Hacker News new | ask | show | jobs
by BiteCode_dev 2306 days ago
Yes, but doing so, they will lose the ability to be indexed, searched, archived and linked to. Like during the flash era.

Which in turn will start a new trend of website that are "open".

It's a cycle.

3 comments

> they will lose the ability to be indexed, searched, archived and linked to

Sounds like an API that will be implemented.

If it's not standard, it will be useless. If it is, the browser will eventually put it in the users hand.
Crawler bots are already doing site rendering and OCR. This isn't that big of a step for them.
TIL. Wow. I guess I missed the web is not HTML anymore.
Plenty of sites already give Google something different from what they show everyone else, right?
No, that's actually a great way to make Google penalize your site. It's explicitly against their Webmaster Guidelines: https://support.google.com/webmasters/answer/66355
Tell that to linkedin, pinterest, and dozens of news sites.
Linkedin used to trick people into thinking you have to pay to see someones profile when you can see it just fine by logging out. That is not against Googles policy. Not sure if they still do that, but I used the logout trick a lot a few years ago.
Google does document a way to mark paywalled content and have it indexed without it being considered cloaking: https://developers.google.com/search/docs/data-types/paywall...
Big properties do that and Google doesn't care.
You sure about that? How big qualifies as big in your eyes? Medium implemented homepage cloaking in November of 2019 and within a month they lost 40% of their overall search visibility:

https://www.onely.com/blog/medium-lost-half-visibility/

Pinterest? Google is somehow able to crawl images on their site, but I certainly can't view these images without creating an account and logging in. Their site ranks highly enough that I gave up on google image search last year.

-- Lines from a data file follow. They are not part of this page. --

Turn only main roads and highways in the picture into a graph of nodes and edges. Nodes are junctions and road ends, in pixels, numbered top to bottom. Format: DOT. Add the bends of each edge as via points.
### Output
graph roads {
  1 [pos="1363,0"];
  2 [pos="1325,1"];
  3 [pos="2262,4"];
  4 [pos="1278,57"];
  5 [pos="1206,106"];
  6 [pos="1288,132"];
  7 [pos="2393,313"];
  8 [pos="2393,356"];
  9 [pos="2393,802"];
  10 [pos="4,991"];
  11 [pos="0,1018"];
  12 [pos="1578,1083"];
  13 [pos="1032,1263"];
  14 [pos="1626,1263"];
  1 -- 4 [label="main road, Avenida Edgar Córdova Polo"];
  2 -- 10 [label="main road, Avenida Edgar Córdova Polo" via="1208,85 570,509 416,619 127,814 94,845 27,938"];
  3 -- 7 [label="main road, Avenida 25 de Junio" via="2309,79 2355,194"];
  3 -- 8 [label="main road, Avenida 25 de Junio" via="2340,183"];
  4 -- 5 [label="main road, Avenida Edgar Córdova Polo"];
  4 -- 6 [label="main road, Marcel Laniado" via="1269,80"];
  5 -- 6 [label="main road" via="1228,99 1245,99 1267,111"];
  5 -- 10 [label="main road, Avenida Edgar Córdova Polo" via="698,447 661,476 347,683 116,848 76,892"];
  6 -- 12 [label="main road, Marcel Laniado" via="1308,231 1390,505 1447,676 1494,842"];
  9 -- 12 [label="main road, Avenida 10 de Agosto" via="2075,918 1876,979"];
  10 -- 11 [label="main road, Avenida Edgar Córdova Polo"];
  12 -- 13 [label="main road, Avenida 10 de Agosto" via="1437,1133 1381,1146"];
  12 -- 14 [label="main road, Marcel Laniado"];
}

Additionally, off the top of my head Bloomberg and NYT both won't allow me to view more than a few articles but let the Google crawler index their articles.

Yes Pinterest is awful. Certain categories of images are totally borked on Google and other search engines because of them.
I thought that was an offense that would get one either severely de-ranked or delisted from search outright?
What do paywalled sites do, then? They don't seem to have a problem ranking just fine.
They show the abstract or the same bit of the headline and maybe a paragraph you see when hitting the page. Googlebot doesn't get the full text.
I've definitely seen article text on Google that was not presented to me when I clicked the link, and not because the article was updated or something, but because I was blocked from seeing the article.
It could be in a hidden element or something.. I find that pages that do this fall in the face of things like safari reader mode.
Many "paywalled" sites lose their paywall if you disable JS.